━━ Extracted entries
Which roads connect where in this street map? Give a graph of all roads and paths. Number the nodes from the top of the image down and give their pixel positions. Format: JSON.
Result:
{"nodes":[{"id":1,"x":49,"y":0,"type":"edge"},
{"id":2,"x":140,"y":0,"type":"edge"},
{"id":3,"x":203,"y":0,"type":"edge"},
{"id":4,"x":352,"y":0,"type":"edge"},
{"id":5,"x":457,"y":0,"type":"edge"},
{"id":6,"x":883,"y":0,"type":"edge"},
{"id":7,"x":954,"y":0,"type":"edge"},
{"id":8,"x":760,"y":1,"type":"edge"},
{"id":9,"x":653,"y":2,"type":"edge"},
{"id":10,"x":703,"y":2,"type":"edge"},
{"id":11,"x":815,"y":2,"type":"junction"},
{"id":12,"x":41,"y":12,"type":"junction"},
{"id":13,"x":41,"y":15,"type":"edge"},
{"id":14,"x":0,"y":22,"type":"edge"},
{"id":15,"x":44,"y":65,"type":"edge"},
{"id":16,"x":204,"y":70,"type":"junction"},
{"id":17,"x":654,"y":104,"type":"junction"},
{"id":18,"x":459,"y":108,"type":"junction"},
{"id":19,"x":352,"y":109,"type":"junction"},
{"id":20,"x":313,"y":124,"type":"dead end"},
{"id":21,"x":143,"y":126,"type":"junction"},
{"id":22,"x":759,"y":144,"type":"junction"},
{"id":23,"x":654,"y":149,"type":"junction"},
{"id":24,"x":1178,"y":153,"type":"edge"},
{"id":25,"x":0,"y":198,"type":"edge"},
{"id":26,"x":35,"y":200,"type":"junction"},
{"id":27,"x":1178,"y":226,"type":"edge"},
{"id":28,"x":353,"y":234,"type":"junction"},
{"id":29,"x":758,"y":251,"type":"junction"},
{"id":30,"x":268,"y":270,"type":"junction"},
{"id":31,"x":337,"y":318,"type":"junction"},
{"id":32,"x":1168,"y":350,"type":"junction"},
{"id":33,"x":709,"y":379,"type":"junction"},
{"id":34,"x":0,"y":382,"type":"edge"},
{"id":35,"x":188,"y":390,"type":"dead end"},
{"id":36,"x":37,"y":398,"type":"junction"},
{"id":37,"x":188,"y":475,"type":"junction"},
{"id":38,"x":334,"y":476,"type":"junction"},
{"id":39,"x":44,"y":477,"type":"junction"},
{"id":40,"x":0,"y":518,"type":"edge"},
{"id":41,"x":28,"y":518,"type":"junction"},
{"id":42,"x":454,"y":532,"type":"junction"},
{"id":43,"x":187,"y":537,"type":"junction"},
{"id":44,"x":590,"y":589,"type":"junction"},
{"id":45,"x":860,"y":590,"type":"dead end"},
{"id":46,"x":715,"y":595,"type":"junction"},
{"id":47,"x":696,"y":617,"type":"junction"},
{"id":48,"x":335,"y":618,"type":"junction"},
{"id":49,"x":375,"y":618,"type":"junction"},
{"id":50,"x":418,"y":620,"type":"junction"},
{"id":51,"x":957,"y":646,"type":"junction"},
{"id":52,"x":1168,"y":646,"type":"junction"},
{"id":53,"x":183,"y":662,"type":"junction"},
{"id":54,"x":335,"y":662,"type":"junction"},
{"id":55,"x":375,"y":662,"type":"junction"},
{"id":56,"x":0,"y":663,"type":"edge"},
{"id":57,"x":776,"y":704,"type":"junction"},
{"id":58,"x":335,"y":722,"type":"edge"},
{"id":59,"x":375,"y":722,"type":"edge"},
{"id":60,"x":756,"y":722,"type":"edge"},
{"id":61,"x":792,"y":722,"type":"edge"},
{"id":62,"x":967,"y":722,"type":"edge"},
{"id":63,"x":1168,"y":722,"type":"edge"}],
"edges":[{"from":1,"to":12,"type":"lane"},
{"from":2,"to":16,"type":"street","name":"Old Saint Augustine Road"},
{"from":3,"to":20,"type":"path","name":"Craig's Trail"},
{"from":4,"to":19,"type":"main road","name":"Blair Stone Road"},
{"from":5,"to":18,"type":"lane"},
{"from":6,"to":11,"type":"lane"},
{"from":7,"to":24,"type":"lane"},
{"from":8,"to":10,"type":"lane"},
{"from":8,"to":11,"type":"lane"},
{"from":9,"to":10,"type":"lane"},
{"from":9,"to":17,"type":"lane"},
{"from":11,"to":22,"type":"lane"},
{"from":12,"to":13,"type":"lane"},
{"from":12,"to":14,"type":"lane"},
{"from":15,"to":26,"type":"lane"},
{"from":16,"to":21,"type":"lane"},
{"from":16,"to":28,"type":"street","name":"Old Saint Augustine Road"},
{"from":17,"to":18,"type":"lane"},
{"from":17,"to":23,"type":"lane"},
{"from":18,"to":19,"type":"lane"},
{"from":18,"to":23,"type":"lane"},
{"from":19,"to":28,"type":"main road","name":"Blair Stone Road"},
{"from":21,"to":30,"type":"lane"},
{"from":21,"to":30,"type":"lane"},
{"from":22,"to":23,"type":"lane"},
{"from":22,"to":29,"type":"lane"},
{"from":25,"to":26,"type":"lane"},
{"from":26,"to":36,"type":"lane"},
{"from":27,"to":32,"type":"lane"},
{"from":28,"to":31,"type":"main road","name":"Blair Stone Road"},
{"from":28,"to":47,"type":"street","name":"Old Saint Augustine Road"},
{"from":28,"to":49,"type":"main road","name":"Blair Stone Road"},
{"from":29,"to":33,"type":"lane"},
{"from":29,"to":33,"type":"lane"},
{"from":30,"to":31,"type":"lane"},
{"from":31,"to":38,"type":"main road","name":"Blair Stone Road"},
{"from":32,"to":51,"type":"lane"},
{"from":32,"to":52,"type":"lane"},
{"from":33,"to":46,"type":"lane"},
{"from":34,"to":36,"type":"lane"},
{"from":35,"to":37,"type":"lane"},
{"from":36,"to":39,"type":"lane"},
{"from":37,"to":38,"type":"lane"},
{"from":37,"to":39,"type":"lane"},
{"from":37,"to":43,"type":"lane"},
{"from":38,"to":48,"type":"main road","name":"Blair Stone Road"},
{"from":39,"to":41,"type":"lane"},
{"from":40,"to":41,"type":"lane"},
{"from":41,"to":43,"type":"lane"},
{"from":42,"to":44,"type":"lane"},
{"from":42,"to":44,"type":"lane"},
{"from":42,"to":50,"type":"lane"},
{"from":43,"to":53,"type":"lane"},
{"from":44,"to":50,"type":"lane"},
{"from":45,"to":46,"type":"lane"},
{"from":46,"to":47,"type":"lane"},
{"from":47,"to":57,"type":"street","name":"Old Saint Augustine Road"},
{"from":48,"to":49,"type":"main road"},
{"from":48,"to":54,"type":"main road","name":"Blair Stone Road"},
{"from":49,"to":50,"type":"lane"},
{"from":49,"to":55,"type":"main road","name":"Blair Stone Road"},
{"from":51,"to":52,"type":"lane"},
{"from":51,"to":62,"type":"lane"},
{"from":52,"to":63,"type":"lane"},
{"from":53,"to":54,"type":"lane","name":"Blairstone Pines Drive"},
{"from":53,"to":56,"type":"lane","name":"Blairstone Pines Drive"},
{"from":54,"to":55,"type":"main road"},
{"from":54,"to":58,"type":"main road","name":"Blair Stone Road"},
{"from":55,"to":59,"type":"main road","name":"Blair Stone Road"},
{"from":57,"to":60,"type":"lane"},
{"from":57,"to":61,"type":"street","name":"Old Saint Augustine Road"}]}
━━━━
## [Exercise description]
Only lines with the string "nodes" belong in the answer; copy each of them from the listing.

## [Response to this exercise]
Which roads connect where in this street map? Give a graph of all roads and paths. Number the nodes from the top of the image down and give their pixel positions. Format: JSON.
{"nodes":[{"id":1,"x":49,"y":0,"type":"edge"},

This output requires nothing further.